Words by Demet Kamburoglu

Nina Ricci’s Fall/Winter 2024 Collection comes in strong with a crystal vision of an ideal contemporary wardrobe. The sharp tailoring and structured silhouettes blend into the contrasting fabrics, creating a soft harmony of effortless magnetism. Highlighted by a frisson of flamboyance, the casual glamour of the collection lingers in the echoes of the 1960s.

Menswear style is reconstructed through a sensual ensemble to achieve the fancy looks of tuxedo jackets with power shoulders and wide lapels paired with cigarette pants. The garments in question contain jackets with peplum structures designed to enhance the curved form. Long-line dresses with a liquid-like appearance follow the jackets, forming a sentimental flow of fabrics. Ruffled, asymmetric skirts highlight the hip-hugging allure. To balance the tailoring, draped silk dresses with graphic prints and sheer silk ensembles with trailing scarves are instructed. Faux-shearling hoods and neat pillbox hats enhance each outfit’s overall charisma and character. The sensual touch of the juxtaposition of stylistic signatures builds a fluid magnetism for the viewer.

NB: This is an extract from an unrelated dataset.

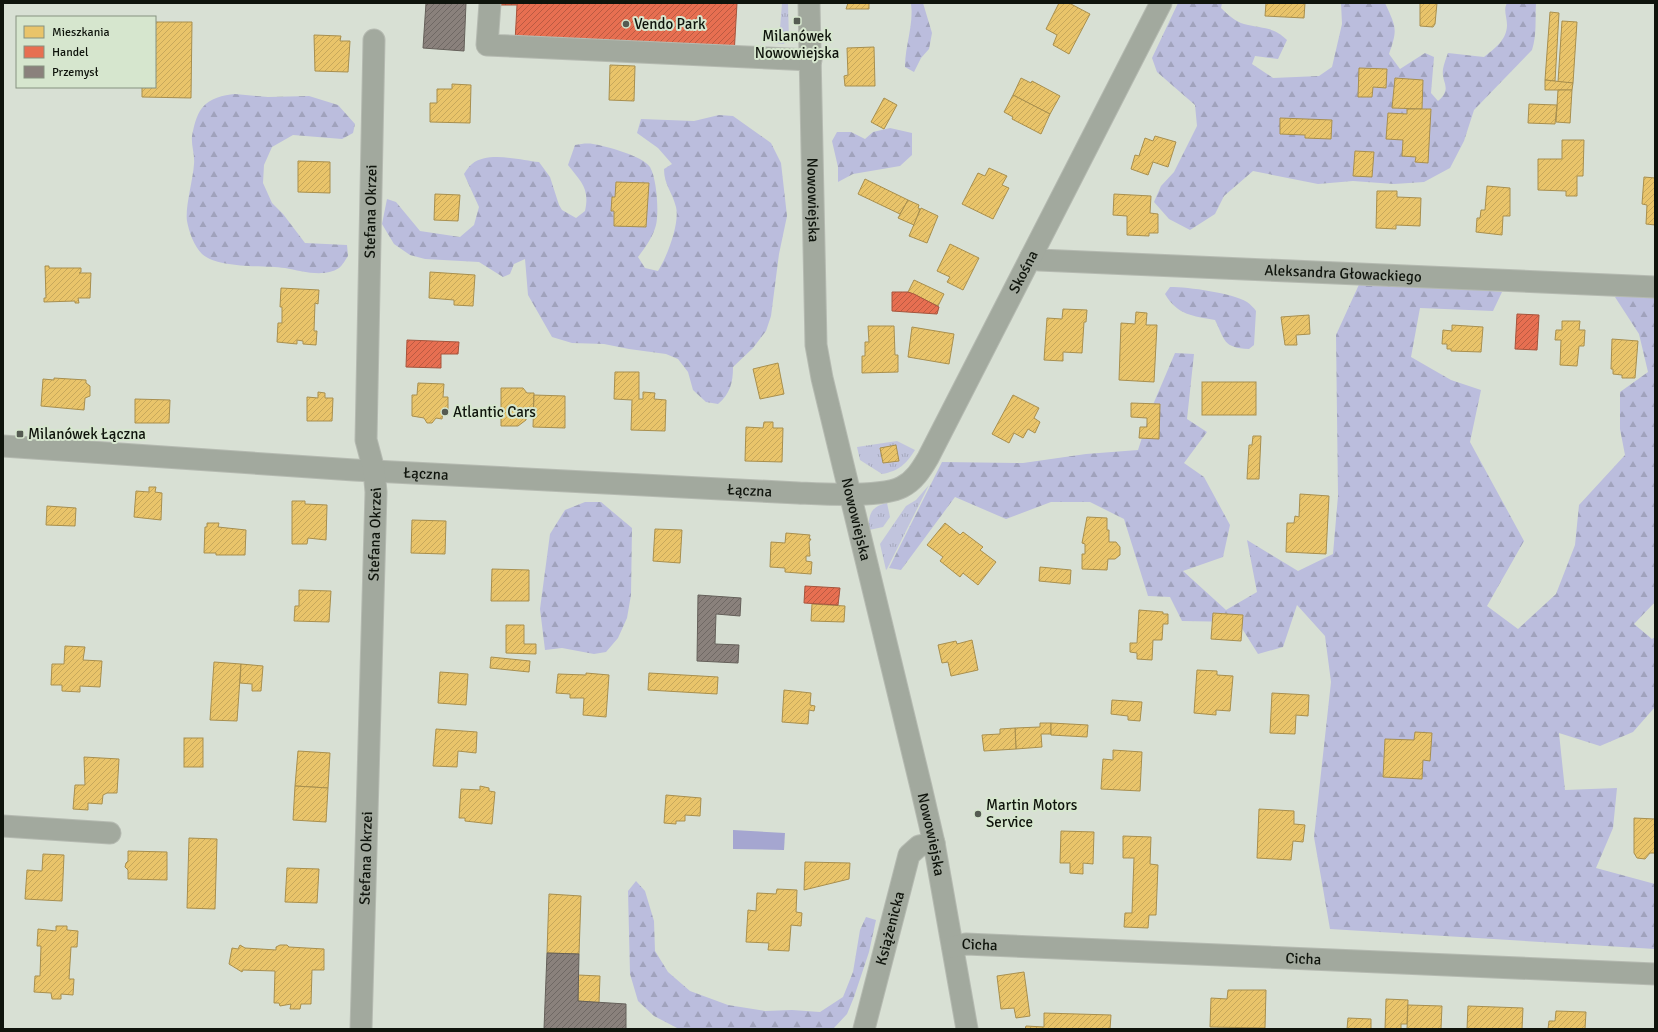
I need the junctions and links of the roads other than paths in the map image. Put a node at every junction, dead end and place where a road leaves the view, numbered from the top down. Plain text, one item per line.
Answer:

The mysterious feminine’s footsteps echo swiftly in the aesthetically designed collection led by the brand’s Creative Director Harris Reed: lace bodysuits worn underneath full-length faux fur coats, deep-V suit jackets, high-neck blouses with plunging necklines and floor-skimming evening dresses create the perfect vision of a sophisticated chic. Wool, crepe, velvet, and sumptuous silk blend into shiny mock-croc leather. Inspired by the authentic Parisian style, timeless black & white, oxblood red, and purple take the main stage while unexpected pops of electric blue shine through the details.

Tying the details together, the traditional bow motif is utilised in the accessories as a part of the structural silhouette. Designed by the Paris-based jeweller Hugo Kreit, graphic costume jewellery simultaneously entails shapes of apples and bows.

“I was very much inspired by an archival image by Richard Avedon of the actress Suzy Parker wearing Nina Ricci on Avenue Montaigne in 1962. She’s dressed in a classic tweed tailored dress with a fur-lined hood, and she’s wearing gloves but her arms are bare. She looks so self-assured, and iconic in this image,” says Harris Reed. Reed also highlights the quest to achieve the effortless elegance of a classic Parisian lady in the exhibited work.

On the runway, the collection’s aesthetic shines even brighter with the original beauty look by the British luxury make-up and skincare brand Charlotte Tilbury. Creating a signature look for the models, Charlotte and her team of international make-up artists bring their signature glamour to the fluid romanticism of the collection. Nina Ricci brings the audience an unforgettable show of fashion and casual glamour.